Format: Feature Film
Genre: Ultra-violent modern Western. ​​​​​​​
Logline: Looking for a fresh start, an aging family man with a long-buried past moves his family to Small Town, New Mexico. However, when his family is targeted for torment by a psychotic local, all hell breaks loose as he spirals into an ultra-violent nightmare.

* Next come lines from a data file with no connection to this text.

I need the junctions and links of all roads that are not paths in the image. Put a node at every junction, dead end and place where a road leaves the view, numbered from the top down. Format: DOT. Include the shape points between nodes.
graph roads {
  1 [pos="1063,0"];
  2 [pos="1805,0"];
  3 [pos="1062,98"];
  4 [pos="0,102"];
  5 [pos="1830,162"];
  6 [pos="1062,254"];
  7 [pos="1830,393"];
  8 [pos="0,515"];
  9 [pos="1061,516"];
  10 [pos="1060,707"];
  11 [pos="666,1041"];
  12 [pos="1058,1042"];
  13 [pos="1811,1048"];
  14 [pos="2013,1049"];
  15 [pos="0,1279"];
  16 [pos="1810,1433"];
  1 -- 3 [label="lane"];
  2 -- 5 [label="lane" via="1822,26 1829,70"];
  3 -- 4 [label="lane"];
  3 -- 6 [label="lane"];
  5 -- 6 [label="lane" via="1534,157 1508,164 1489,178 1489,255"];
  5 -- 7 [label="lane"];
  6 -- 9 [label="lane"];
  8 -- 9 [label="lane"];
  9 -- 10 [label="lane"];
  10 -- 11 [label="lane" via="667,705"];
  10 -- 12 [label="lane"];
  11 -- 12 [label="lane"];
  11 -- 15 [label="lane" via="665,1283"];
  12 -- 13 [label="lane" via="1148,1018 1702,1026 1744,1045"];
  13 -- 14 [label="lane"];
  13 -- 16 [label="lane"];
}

Review by Preston Fassel (Fangoria):
"I struggled to come up with the right analogy to describe this movie and the best I ever came up with was “John Waters meets John Woo” and even that doesn’t do this uniquely insane script justice. The closest I’ve come to a genuinely original script that at once pays homage to the gritty, over-the-top West Coast grindhouse films of the 70s, Dogbite tells of a middle-aged biker who takes his wife, baby, and delinquent son to an isolated desert town in the hopes that it’ll prove a fresh start for them after Junior ran afoul of drug dealers back home. It’s not long before he finds himself falling back in with a seedy element, although “seedy” here belongs to a different dimension. As it turns out the town is de facto run by Billy, an obese, rotten-mouthed cowboy drug lord who rules with an iron fist from a palatial estate in the mountains. With a penchant for worming his way into people’s heads and slowly breaking them down for his own amusement, Billy sets his sights on making Junior his latest “project,” instigating a one-man war between a proud papa and the forces of darkness itself. One of the most uncomfortably funny scripts I’ve ever read – the dark humour and taboo-breaking here goes neck-and-neck with Pink Flamingoes and The Greasy Strangler – it’s also one of the most heinously violent and surreal, featuring such set pieces as a shootout that lasts for weeks (told via time-lapse and title cards) and a samurai sword fight involving a guy in his tighty whiteys. A classic of subversive trash cinema waiting to happen."